The state firefighting service of California collaborated with a unit of California Air National Guard and deployed military wartime drones in order to receive real time photos and videos of the massive wildfire which spread across the area. 

According to a report by USA Today, this is only the third time such collaboration had taken place. The Reaper MQ-9, operated by the 163d Attack Wing at March Air Reserve Base in the Riverside County, will fly five miles above and transmit relevant information to commanders on the ground. This also includes information about spot-fire detection.

Scott McLean, Deputy Chief of California Department of Forestry and Fire Protection, said, “It's out of the way.” 

He added, “It has the capabilities to see that 30,000-foot level, figuratively (and literally) speaking. It enables our incident commander, our operations folks, to see the big picture all at once.” 

Drones or Unmanned Aerial Vehicles are usually prohibited from flying around wildfires. But, small UAVs were added to search-and-rescue and firefighting operations in the Grand Canyon National Park. This program was launched in May in order to increase monitoring of fires and strengthen searches for missing hikers, the report stated. However, the drones that were flying above the Thomas Fire in California weren’t similar to the ones deployed in Grand Canyon.

According to Colonel Sean Navin, Commander of the 163d Attack Wing, the MQ-9 consists of a 66-foot wingspan and it weighs nearly 5,000 pounds. It takes around 12 members of the National Guard unit to take the drone to its natural altitude, which is at 28,000 feet. The moment the drone is airborne, a team of five guides will monitor the UAV over the area where the wildfire exists. 

“Everybody and their brother is connected here to get this machine airborne,” said Navin Tuesday.

The report further said the Reaper drone is more powerful than the MQ-1 Predator. It is known for its significant loiter time and it can stay airborne for 15 hours. The teams battling the Thomas fire were using a second aircraft along with the drone in order to receive 24-hour reconnaissance of the area.

The drone is equipped with high technology infrared cameras that can take high resolution and full motion videos. Once the images and videos are sent, the incident managers along with the analysts will judge the behavior of the fire and then come to a decision as to where to deploy the resources at hand. 
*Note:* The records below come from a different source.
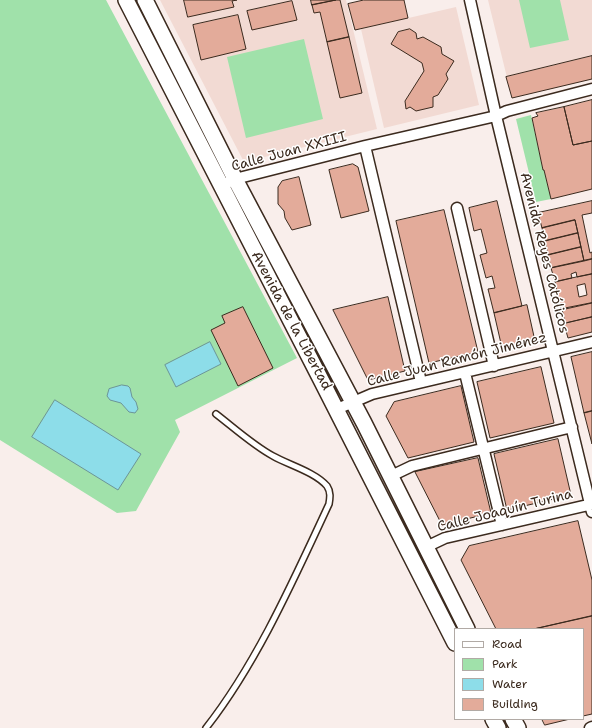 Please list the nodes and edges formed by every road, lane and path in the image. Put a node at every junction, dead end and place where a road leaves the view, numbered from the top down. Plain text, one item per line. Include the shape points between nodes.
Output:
1 (126, 0) edge
2 (145, 0) edge
3 (470, 0) edge
4 (592, 90) edge
5 (496, 116) junction
6 (365, 146) junction
7 (235, 179) junction
8 (221, 186) junction
9 (456, 208) dead end
10 (592, 342) edge
11 (554, 351) junction
12 (494, 366) junction
13 (466, 373) junction
14 (421, 382) junction
15 (353, 403) junction
16 (337, 409) junction
17 (216, 414) dead end
18 (572, 427) junction
19 (484, 448) junction
20 (391, 476) junction
21 (591, 506) edge
22 (502, 525) junction
23 (426, 547) junction
24 (466, 628) edge
25 (454, 641) edge
26 (206, 728) edge

1 - 8 main road, Avenida de la Libertad
2 - 7 main road
3 - 5 street, Avenida Reyes Católicos
4 - 5 street
5 - 6 street, Calle Juan XXIII
5 - 11 street, Avenida Reyes Católicos
6 - 7 street, Calle Juan XXIII
6 - 14 street
7 - 8 street, Calle Juan XXIII
7 - 15 main road
8 - 16 main road, Avenida de la Libertad
9 - 12 street
10 - 11 street, Calle Juan Ramón Jiménez
11 - 12 street, Calle Juan Ramón Jiménez
11 - 18 street, Avenida Reyes Católicos
12 - 13 street, Calle Juan Ramón Jiménez
13 - 14 street, Calle Juan Ramón Jiménez
13 - 19 street
14 - 15 street, Calle Juan Ramón Jiménez via 372,394
15 - 16 street, Calle Juan Ramón Jiménez
15 - 20 main road
16 - 25 main road, Avenida de la Libertad
17 - 26 lane via 273,456 316,478 327,486 330,494 329,504 269,626 239,681
18 - 19 street
18 - 21 street, Avenida Reyes Católicos
19 - 20 street via 412,466
19 - 22 street
20 - 23 main road
21 - 22 street, Calle Joaquín Turina
22 - 23 street, Calle Joaquín Turina via 445,538
23 - 24 main road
Navin stated, “It’s quite a chain of people to provide fire coverage.” “But without question, it's worth every second,” he added. 

In earlier times, fixed-wing spotter planes flew over wildfires in the high altitudes. They coordinated with everything, from water deployed by the helicopters to smoke-jumper deployments. However, these planes depended on fuel, which limit their time in the air. Also, their range of vision was less than that of a wide-angled and high-definition camera. 

McLean said, “When you have smoke and that type of thing where you don't have a visual, that makes things difficult.” 

“This is a tool that flies pretty much in anything and has the capability to look through those smoky conditions,” he added. 

The MQ-1 Predator drone was deployed during the Rim fire in Sierra Nevada, California in 2013. The second drone deployment was done in the wine-country wildfires in Northern California in October. 

The Reaper drone was launched over the Thomas fire Dec.6 — just 36 hours after the Thomas fire started — by the U.S. Secretary of Defense. Navin stated it was possible only due to a more streamlined approval process and already existing agreements. Talks regarding the expansion of this program to states that are in risk of such disasters have begun, he added. 

“The role will not diminish,” said Navin. “It is, quite frankly, a domestic-operations darling,” he added. 

The Thomas fire in Southern California Sunday became the fifth largest wildfire in the history of California. By Tuesday, the fire was contained at 20 percent. Around 794 structures were destroyed and it led to the mandatory evacuation of approximately 93,000 people.